When a picture appears in the listing, leave it out and copy the rest exactly as it stands.

→ AVAILABLE DATA:
═══

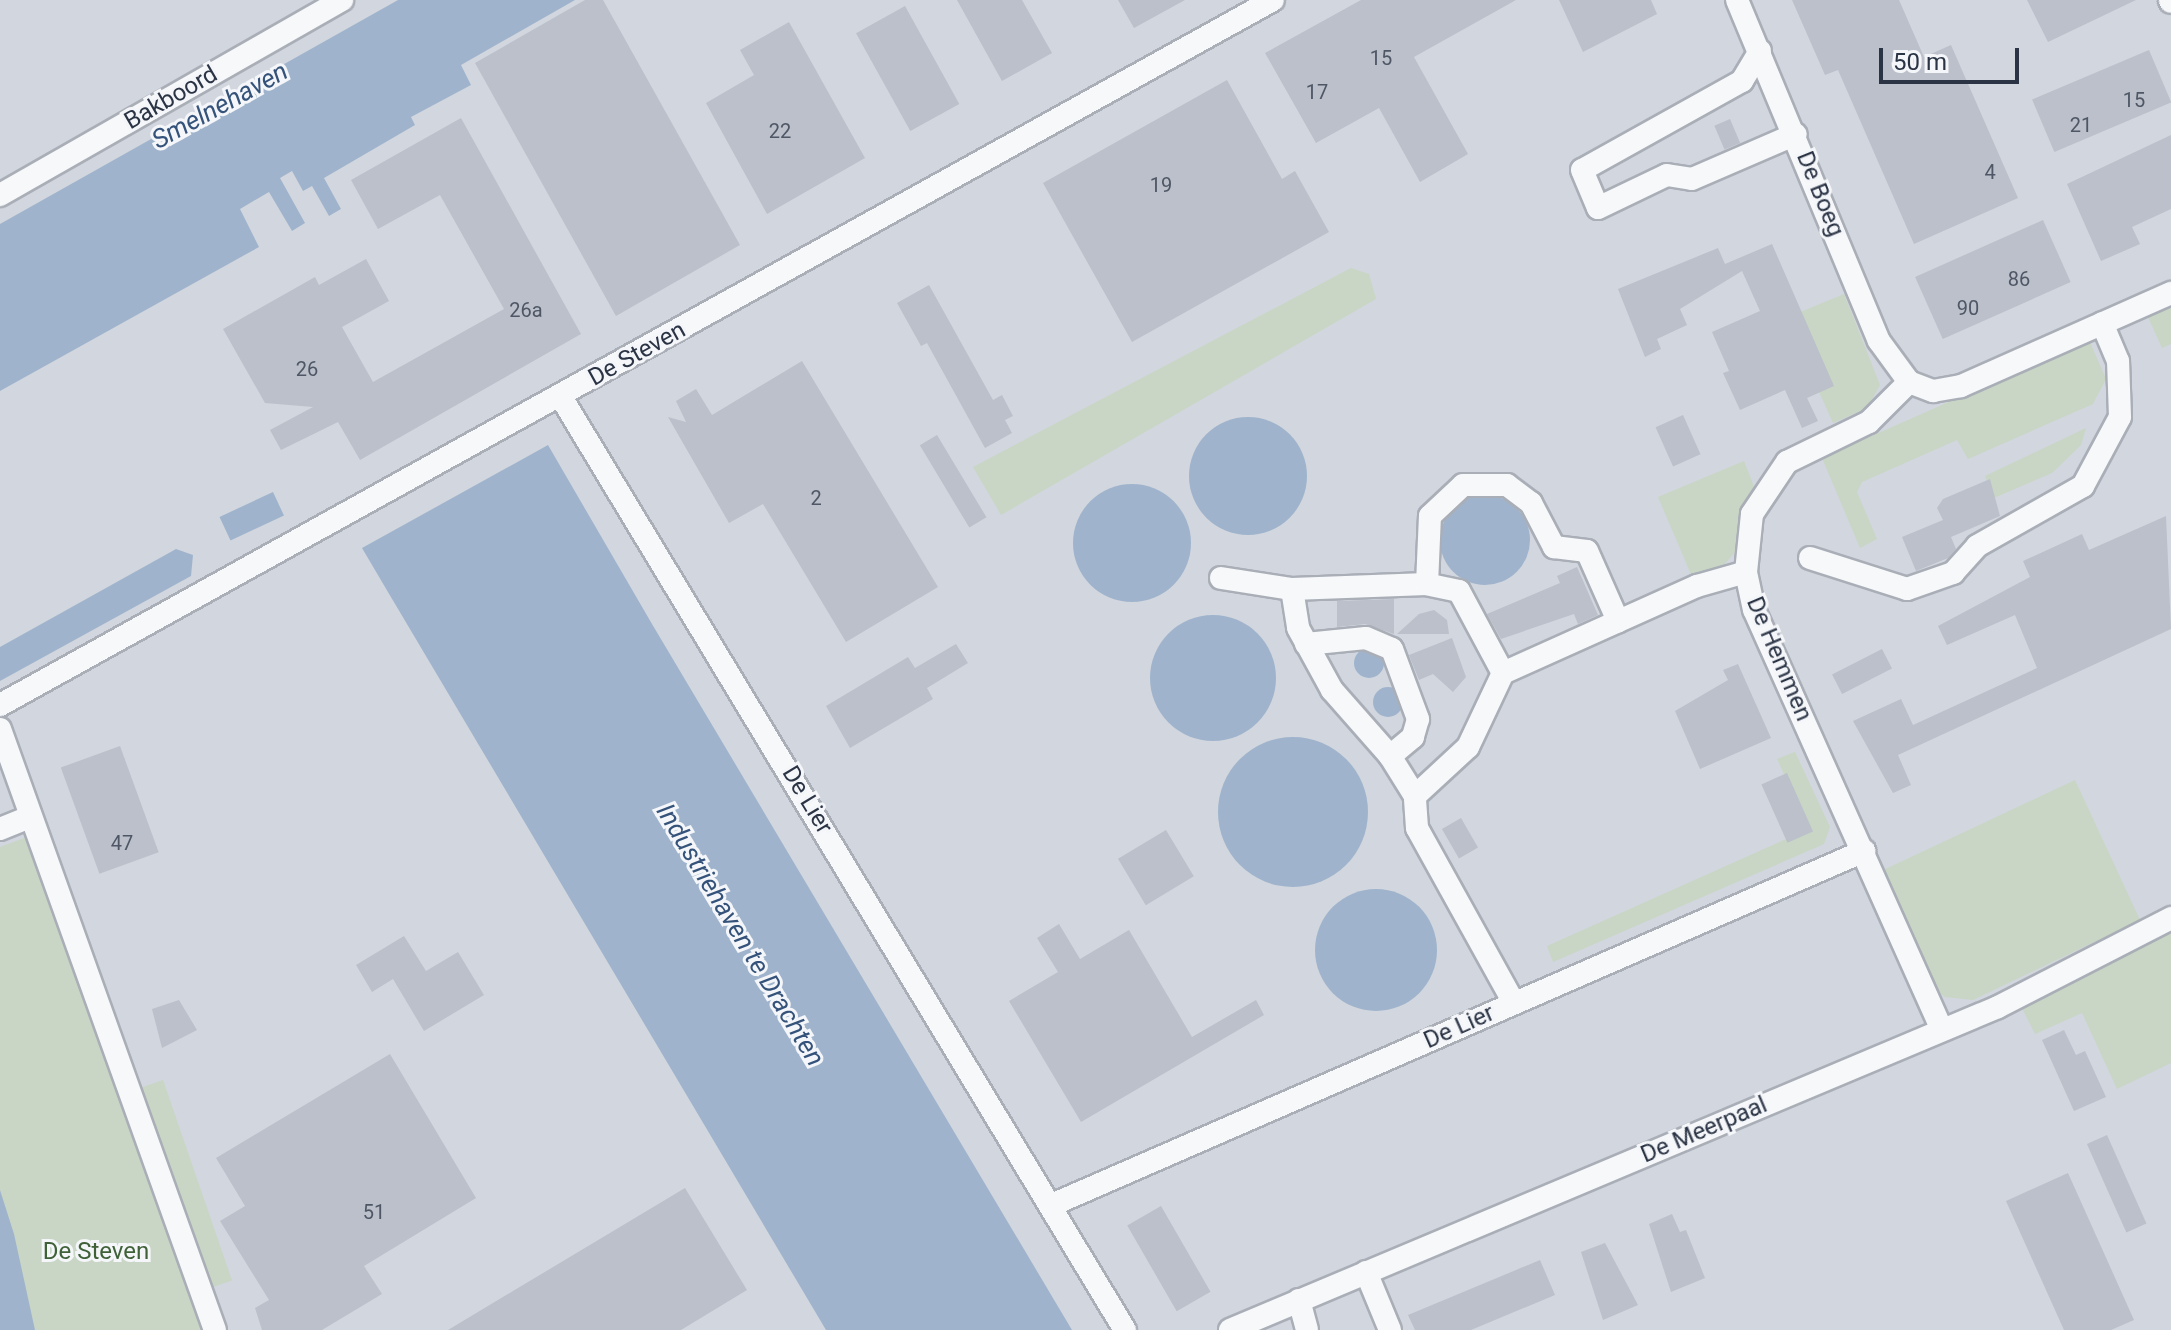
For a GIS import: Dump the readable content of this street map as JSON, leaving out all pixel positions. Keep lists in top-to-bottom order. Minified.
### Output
{"streets":{"street":["Bakboord","De Boeg","De Steven","De Hemmen","De Lier","De Meerpaal"]},"crossings":[["De Boeg","De Hemmen"],["De Steven","De Lier"],["De Hemmen","De Lier"],["De Hemmen","De Meerpaal"]],"water":["Smelnehaven","Industriehaven te Drachten"],"parks":["De Steven"],"house_numbers":["15","17","15","21","22","4","19","86","90","26a","26","2","47","51"],"scale_bar":"50 m"}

═══

→ RESPONSE BELOW:
For a GIS import: Dump the readable content of this street map as JSON, leaving out all pixel positions. Keep lists in top-to-bottom order. Minified.
### Output
{"streets":{"street":["Bakboord","De Boeg","De Steven","De Hemmen","De Lier","De Meerpaal"]},"crossings":[["De Boeg","De Hemmen"],["De Steven","De Lier"],["De Hemmen","De Lier"],["De Hemmen","De Meerpaal"]],"water":["Smelnehaven","Industriehaven te Drachten"],"parks":["De Steven"],"house_numbers":["15","17","15","21","22","4","19","86","90","26a","26","2","47","51"],"scale_bar":"50 m"}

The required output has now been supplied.